Improving a Field School Curriculum Using Modularized Lessons and Authentic Case-Based Learning

  1. Roy V. Rea *a and
  2. Dexter P. Hodderb
  1. a Ecosystem Science and Management Program, Univ. of Northern British Columbia, 3333 University Way, Prince George, BC, V2N 4Z9
    b John Prince Research Forest, Univ. of Northern British Columbia, P.O. Box 2378, Fort St. James, BC, VOJ 1PO

Abstract

University course evaluations are replete with student comments expressing frustration with taking time out of work, paying money for, and putting energy into field education projects that lack authentic “real-world” problem-solving objectives. Here, we describe a model for field school education that borrows on pedagogical tools such as problem-based learning, hands-on instruction, field-based education, and teaching through research, and employs modularized teaching in a way that incorporates numerous resource management issues and values into a case study that addresses an authentic forest management issue.
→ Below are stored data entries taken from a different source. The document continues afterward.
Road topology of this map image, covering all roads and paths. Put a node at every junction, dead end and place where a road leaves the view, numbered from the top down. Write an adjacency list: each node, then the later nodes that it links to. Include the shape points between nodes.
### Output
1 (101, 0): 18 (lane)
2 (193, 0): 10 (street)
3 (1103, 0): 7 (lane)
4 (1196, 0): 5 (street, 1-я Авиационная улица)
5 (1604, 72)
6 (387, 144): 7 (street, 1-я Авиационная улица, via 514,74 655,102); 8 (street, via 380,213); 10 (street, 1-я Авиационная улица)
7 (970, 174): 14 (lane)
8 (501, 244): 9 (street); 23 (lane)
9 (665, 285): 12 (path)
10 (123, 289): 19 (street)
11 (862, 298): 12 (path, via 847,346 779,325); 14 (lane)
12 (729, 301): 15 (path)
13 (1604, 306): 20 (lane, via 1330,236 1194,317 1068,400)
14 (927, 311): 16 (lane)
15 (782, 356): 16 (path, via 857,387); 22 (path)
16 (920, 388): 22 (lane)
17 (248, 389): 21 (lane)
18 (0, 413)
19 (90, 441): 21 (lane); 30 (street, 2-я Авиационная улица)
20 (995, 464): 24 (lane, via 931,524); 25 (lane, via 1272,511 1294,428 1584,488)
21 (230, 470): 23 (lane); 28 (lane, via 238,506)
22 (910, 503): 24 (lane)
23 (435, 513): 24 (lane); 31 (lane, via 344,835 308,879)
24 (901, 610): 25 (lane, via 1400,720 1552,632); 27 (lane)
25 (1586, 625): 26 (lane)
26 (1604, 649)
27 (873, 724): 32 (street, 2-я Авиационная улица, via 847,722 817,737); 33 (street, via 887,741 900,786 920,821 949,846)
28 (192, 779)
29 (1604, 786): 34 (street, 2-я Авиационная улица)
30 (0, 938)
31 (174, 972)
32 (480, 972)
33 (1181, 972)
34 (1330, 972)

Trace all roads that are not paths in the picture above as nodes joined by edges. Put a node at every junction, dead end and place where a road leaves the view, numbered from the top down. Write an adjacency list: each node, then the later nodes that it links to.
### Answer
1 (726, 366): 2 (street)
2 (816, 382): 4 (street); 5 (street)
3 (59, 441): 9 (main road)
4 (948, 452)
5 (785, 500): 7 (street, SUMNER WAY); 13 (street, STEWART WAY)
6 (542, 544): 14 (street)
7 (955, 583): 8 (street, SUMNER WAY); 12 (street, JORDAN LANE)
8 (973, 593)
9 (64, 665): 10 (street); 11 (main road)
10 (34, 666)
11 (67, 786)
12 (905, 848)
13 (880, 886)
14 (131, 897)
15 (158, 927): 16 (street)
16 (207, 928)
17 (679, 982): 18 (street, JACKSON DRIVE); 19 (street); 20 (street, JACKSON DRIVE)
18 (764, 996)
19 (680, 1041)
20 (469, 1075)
In presenting the model, we present data from student comments and course evaluations on the effectiveness of our approach and describe and underscore those elements that have served as the guiding force in refining the field school curriculum that we currently use at the University of Northern British Columbia. Additionally, we make recommendations on how to integrate other key elements into the curriculum that appear to be critical for conducting a successful field school.